5)Flip the throttle body over and you’ll see the ICV and the two screws you need to remove. WARNING: SPRAY THESE SCREWS WITH PENETRATING LUBE. These can be surprising tough to remove and if you strip it, that’s were the headache begins.

6)Now this is where you can go one of two ways. You can replace the whole ICV by simply using the 2 existing screws to attached the new ICV back to the throttle body, which is what I ended up doing anyway. OR try to clean out the two circled areas where the actual valve is located with some carb cleaner. I did this and put everything back together just come to the conclusion that I needed to replace the whole thing ($100 at the Honda dealer, but $70 for me)

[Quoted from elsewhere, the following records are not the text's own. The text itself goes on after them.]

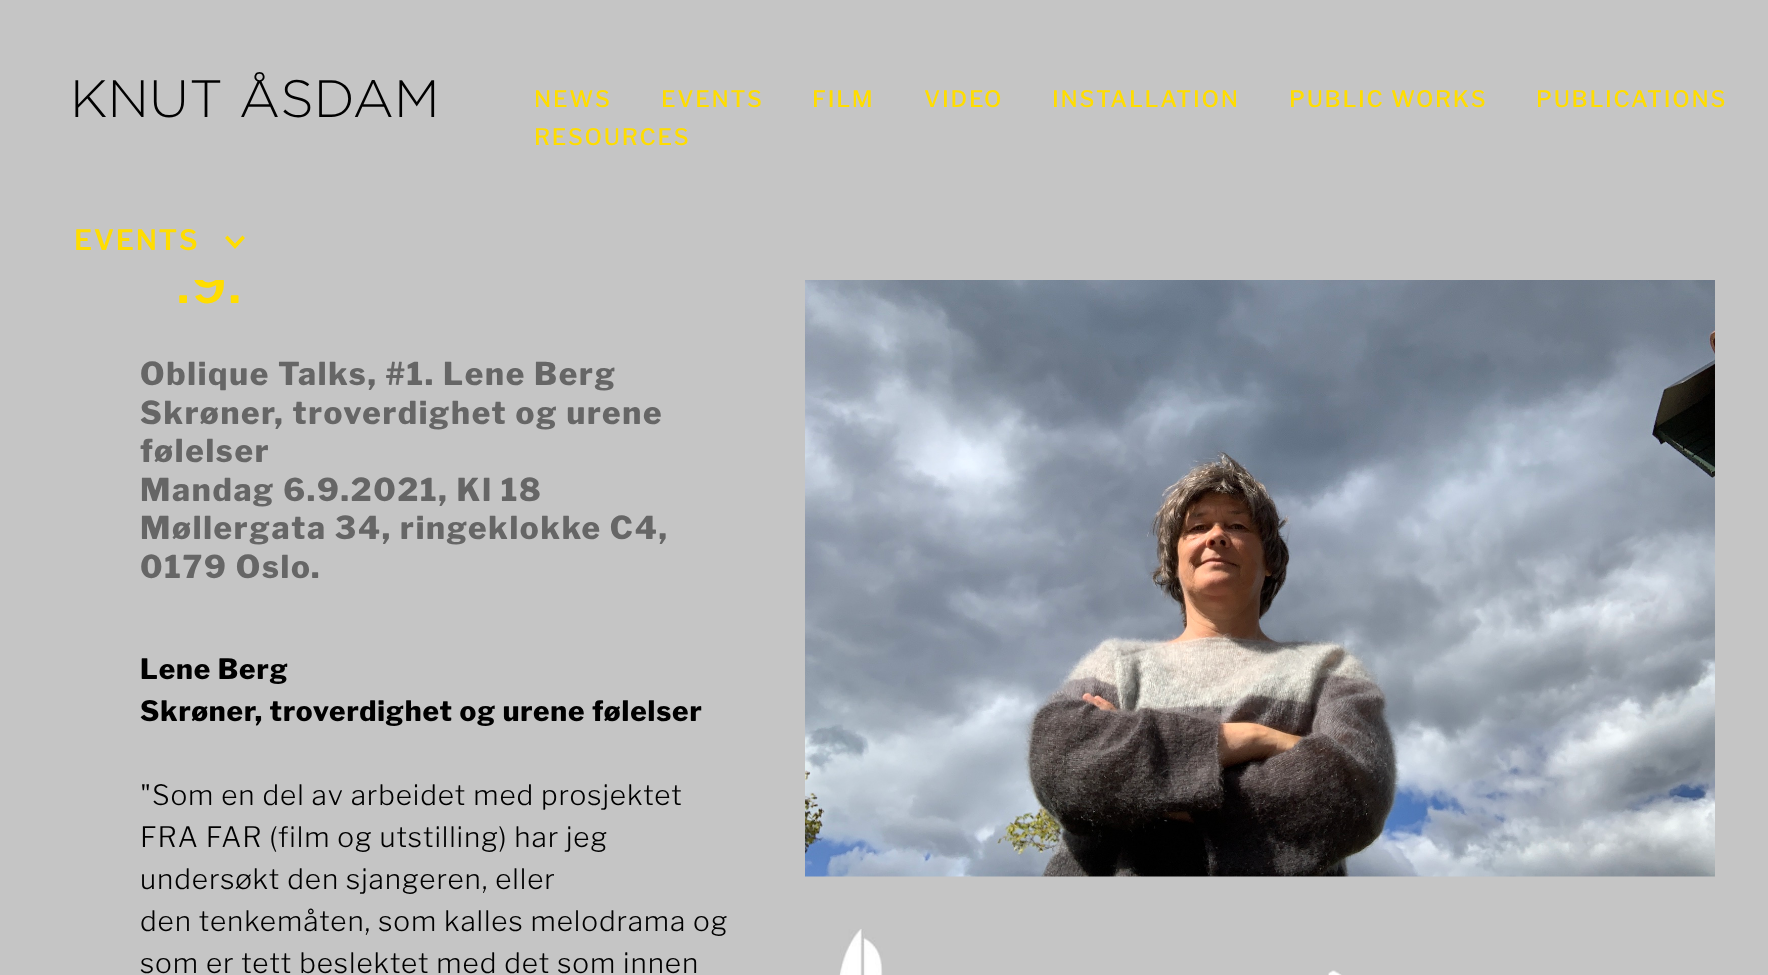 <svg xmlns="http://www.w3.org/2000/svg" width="1768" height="975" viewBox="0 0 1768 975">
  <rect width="100%" height="100%" fill="#c5c5c5"/>
  <text x="177" y="303" font-family="Libre Franklin" font-size="52.5" font-weight="600" letter-spacing="1.75" fill="#ffdd00">.9.</text>
  <rect x="193" y="263" width="32" height="17" fill="#c5c5c5"/>
  <text x="70" y="117" font-family="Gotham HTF" font-size="52.5" font-weight="300" fill="#000000">KNUT ÅSDAM</text>
  <text x="534" y="107" font-family="Libre Franklin" font-size="22.75" font-weight="500" letter-spacing="1.75" fill="#ffdd00">NEWS</text>
  <text x="661" y="107" font-family="Libre Franklin" font-size="22.75" font-weight="500" letter-spacing="1.75" fill="#ffdd00">EVENTS</text>
  <text x="812" y="107" font-family="Libre Franklin" font-size="22.75" font-weight="500" letter-spacing="1.75" fill="#ffdd00">FILM</text>
  <text x="924" y="107" font-family="Libre Franklin" font-size="22.75" font-weight="500" letter-spacing="1.75" fill="#ffdd00">VIDEO</text>
  <text x="1052" y="107" font-family="Libre Franklin" font-size="22.75" font-weight="500" letter-spacing="1.75" fill="#ffdd00">INSTALLATION</text>
  <text x="1289" y="107" font-family="Libre Franklin" font-size="22.75" font-weight="500" letter-spacing="1.75" fill="#ffdd00">PUBLIC WORKS</text>
  <text x="1536" y="107" font-family="Libre Franklin" font-size="22.75" font-weight="500" letter-spacing="1.75" fill="#ffdd00">PUBLICATIONS</text>
  <text x="534" y="145" font-family="Libre Franklin" font-size="22.75" font-weight="500" letter-spacing="1.75" fill="#ffdd00">RESOURCES</text>
  <text x="74" y="250" font-family="Libre Franklin" font-size="28" font-weight="600" letter-spacing="1.75" fill="#ffdd00">EVENTS</text>
  <path d="M242.5 235.5L235 243.5L227.5 235.5L225 238L235 249L245 238Z" fill="#ffdd00"/>
  <text x="140" y="385" font-family="Libre Franklin" font-size="31.5" font-weight="800" letter-spacing="1.75" fill="#666666">Oblique Talks, #1. Lene Berg</text>
  <text x="140" y="424" font-family="Libre Franklin" font-size="31.5" font-weight="800" letter-spacing="1.75" fill="#666666">Skrøner, troverdighet og urene</text>
  <text x="140" y="462" font-family="Libre Franklin" font-size="31.5" font-weight="800" letter-spacing="1.75" fill="#666666">følelser</text>
  <text x="140" y="501" font-family="Libre Franklin" font-size="31.5" font-weight="800" letter-spacing="1.75" fill="#666666">Mandag 6.9.2021, Kl 18</text>
  <text x="140" y="539" font-family="Libre Franklin" font-size="31.5" font-weight="800" letter-spacing="1.75" fill="#666666">Møllergata 34, ringeklokke C4,</text>
  <text x="140" y="578" font-family="Libre Franklin" font-size="31.5" font-weight="800" letter-spacing="1.75" fill="#666666">0179 Oslo.</text>
  <text x="140" y="679" font-family="Libre Franklin" font-size="28" font-weight="800" letter-spacing="0.9" fill="#000000">Lene Berg</text>
  <text x="140" y="721" font-family="Libre Franklin" font-size="28" font-weight="800" letter-spacing="0.9" fill="#000000">Skrøner, troverdighet og urene følelser</text>
  <text x="140" y="805" font-family="Libre Franklin" font-size="28" font-weight="300" letter-spacing="0.9" fill="#000000">"Som en del av arbeidet med prosjektet</text>
  <text x="140" y="847" font-family="Libre Franklin" font-size="28" font-weight="300" letter-spacing="0.9" fill="#000000">FRA FAR (film og utstilling) har jeg</text>
  <text x="140" y="889" font-family="Libre Franklin" font-size="28" font-weight="300" letter-spacing="0.9" fill="#000000">undersøkt den sjangeren, eller</text>
  <text x="140" y="931" font-family="Libre Franklin" font-size="28" font-weight="300" letter-spacing="0.9" fill="#000000">den tenkemåten, som kalles melodrama og</text>
  <text x="140" y="973" font-family="Libre Franklin" font-size="28" font-weight="300" letter-spacing="0.9" fill="#000000">som er tett beslektet med det som innen</text>
  <image x="805" y="280" width="910" height="597" href="img1.png"/>
  <image x="839" y="929" width="44" height="46" href="img2.png"/>
  <image x="1328" y="970" width="14" height="5" href="img3.png"/>
</svg>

Now the ICV is made up of two parts. What I like to call the electronic part (“A” in the pic) and the mechanical part (“B” in the pic). The mechanical part has a circular valve the spins, opening and closing the 2 red-circled areas. This is controlled by the electrical part, which uses a magnetic power source to spin the valve. Pulling the two pieces apart reveled to me that this piece is magnetic. Applying power, I figured that the electrical part was not working on mine, which is why I had to get a whole new ICV. Some people claim that cleaning out the mechanical part should do the trick. That is only if it is clogged or has a lot of carbon deposits.

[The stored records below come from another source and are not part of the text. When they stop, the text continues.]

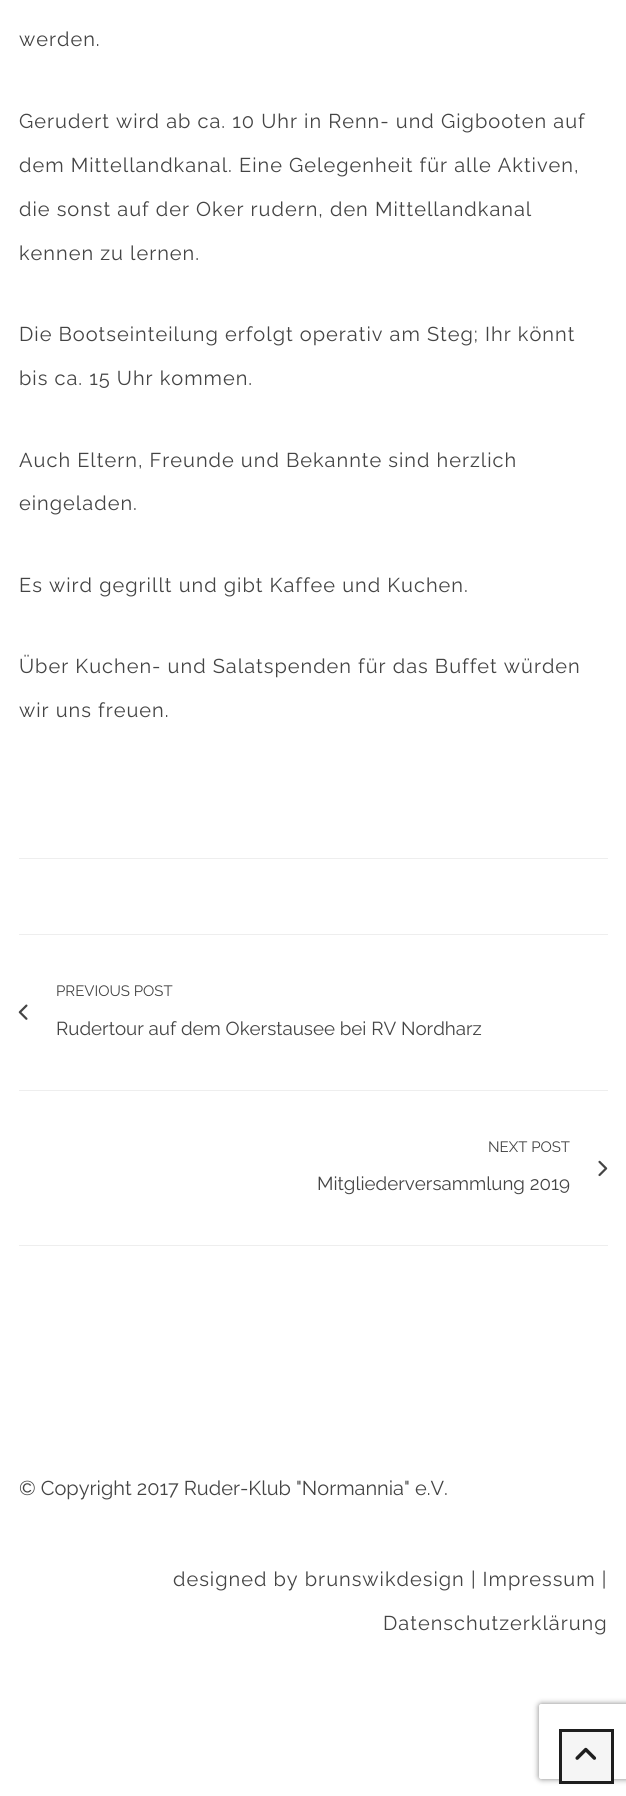 import math
import cairo

surface = cairo.ImageSurface(cairo.FORMAT_RGB24, 626, 1796)
c = cairo.Context(surface)
options = cairo.FontOptions()
options.set_hint_metrics(cairo.HINT_METRICS_OFF)
options.set_hint_style(cairo.HINT_STYLE_NONE)
c.set_font_options(options)
c.set_miter_limit(4)
def C(code):
 c.set_source_rgb(*(v / 255 for v in bytes.fromhex(code[-6:])))
def F(family, size, italic, bold):
 c.select_font_face(family, cairo.FONT_SLANT_ITALIC if italic else cairo.FONT_SLANT_NORMAL, cairo.FONT_WEIGHT_BOLD if bold else cairo.FONT_WEIGHT_NORMAL)
 c.set_font_size(size)
def T(x, y, s):
 c.move_to(x, y)
 c.show_text(s)
def L(x, y, s, letter, word):
 c.move_to(x, y)
 for ch in s:
  c.show_text(ch)
  c.rel_move_to(letter + word * (ch == ' '), 0)
def R(x, y, w, h):
 c.rectangle(x, y, w, h)
 c.fill()
def Q(x, y, w, h, r):
 c.new_sub_path()
 for i, (u, v) in enumerate([(x + w - r, y + h - r), (x + r, y + h - r), (x + r, y + r), (x + w - r, y + r)]):
  c.arc(u, v, r, i * math.pi / 2, (i + 1) * math.pi / 2)
 c.close_path()
def S(x, y, w, h, r, blur, alpha):
 c.push_group_with_content(cairo.CONTENT_ALPHA)
 c.set_operator(cairo.OPERATOR_SOURCE)
 for i in range(15, -16, -2):
  e = blur * i / 6
  if min(w, h) + 2 * e > 0:
   c.set_source_rgba(0, 0, 0, alpha * math.erfc((i - 1) / 8.5) / 2)
   Q(x - e, y - e, w + 2 * e, h + 2 * e, max(0, min(r + e + blur * .6, min(w, h) / 2 + e)))
   c.fill()
 c.mask(c.pop_group())
def I(path, x, y, w, h):
 c.save()
 c.set_source_surface(cairo.ImageSurface.create_from_png(path), x, y)
 c.rectangle(x, y, w, h)
 c.fill()
 c.restore()
C('ffffff')
c.paint()
F('Raleway',20,0,0)
C('444444')
L(19,46,'werden.',1,0)
L(19,128,'Gerudert wird ab ca. 10 Uhr in Renn- und Gigbooten auf',1,0)
L(19,172,'dem Mittellandkanal. Eine Gelegenheit für alle Aktiven,',1,0)
L(19,216,'die sonst auf der Oker rudern, den Mittellandkanal',1,0)
L(19,260,'kennen zu lernen.',1,0)
L(19,341,'Die Bootseinteilung erfolgt operativ am Steg; Ihr könnt',1,0)
L(19,385,'bis ca. 15 Uhr kommen.',1,0)
L(19,467,'Auch Eltern, Freunde und Bekannte sind herzlich',1,0)
L(19,510,'eingeladen.',1,0)
L(19,592,'Es wird gegrillt und gibt Kaffee und Kuchen.',1,0)
L(19,673,'Über Kuchen- und Salatspenden für das Buffet würden',1,0)
L(19,717,'wir uns freuen.',1,0)
C('eeeeee')
R(19,858,589,1)
R(19,934,589,1)
R(19,1245,589,1)
R(19,1090,589,1)
I('1.png',18,1004,10,16)
F('Raleway',15,0,0)
C('444444')
T(56,996,'PREVIOUS POST')
F('Raleway',18.75,0,0)
T(56,1035,'Rudertour auf dem Okerstausee bei RV Nordharz')
F('Raleway',15,0,0)
T(488,1152,'NEXT POST')
F('Raleway',18.75,0,0)
T(317,1190,'Mitgliederversammlung 2019')
I('2.png',598,1160,10,17)
F('Raleway',20,0,0)
T(19,1495,'© Copyright 2017 Ruder-Klub "Normannia" e.V.')
L(173,1586,'designed by brunswikdesign | Impressum |',1,0)
L(383,1630,'Datenschutzerklärung',1,0)
c.save()
c.set_fill_rule(cairo.FILL_RULE_EVEN_ODD)
c.new_path()
c.move_to(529,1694)
c.line_to(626,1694)
c.line_to(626,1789)
c.line_to(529,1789)
c.close_path()
c.move_to(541.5,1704)
c.line_to(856.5,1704)
c.curve_to(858,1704,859,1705,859,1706.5)
c.line_to(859,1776.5)
c.curve_to(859,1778,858,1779,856.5,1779)
c.line_to(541.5,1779)
c.curve_to(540,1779,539,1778,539,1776.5)
c.line_to(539,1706.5)
c.curve_to(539,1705,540,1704,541.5,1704)
c.close_path()
c.clip()
C('808080')
S(539,1704,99,75,2.5,3,1)
c.restore()
C('f5f5f5')
c.rectangle(560.5,1730.5,52,52)
c.fill_preserve()
C('1e1e1e')
c.set_line_width(3)
c.stroke()
I('3.png',575,1747,22,13)
surface.write_to_png('o.png')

This is just so you all can see what the throttle body underside looks like with out the ICV attached.

The ICV has two special “Honda” 5-point screws that require a special tool to remove.
WARNING: YOU DO NOT NEED TO REMOVE THE TWO PIECES FOR ANY REPAIR AS YOU CANNOT BUY EACH PART SEPARATELY. I did it just to see what it looked like since I was going to have to get a new one anyway. I used a dremel tool to slice some slots where I could fit a regular head screwdriver to unscrew them (FU Honda)

This is the mechanical portion of the valve that is inserted into the electrical part.

This is the magnetic electrical part of the valve.

Oh and don’t forget to remove/replace the throttle body gasket (about $1.50) should it break apart when removing the throttle body. This is what you will need the razor blade for, to scrap off the remains of the gasket.

Well that’s all there is to it. When I did it the first time (when I just cleaned out the valve to see if that worked) it took about 1-2 hours since I was making sure I had everything removed and I new exactly how to replace everything I was removing and just generally taking my slow ass time. When I did it again to replace the ICV, it took about 30-40 minutes total.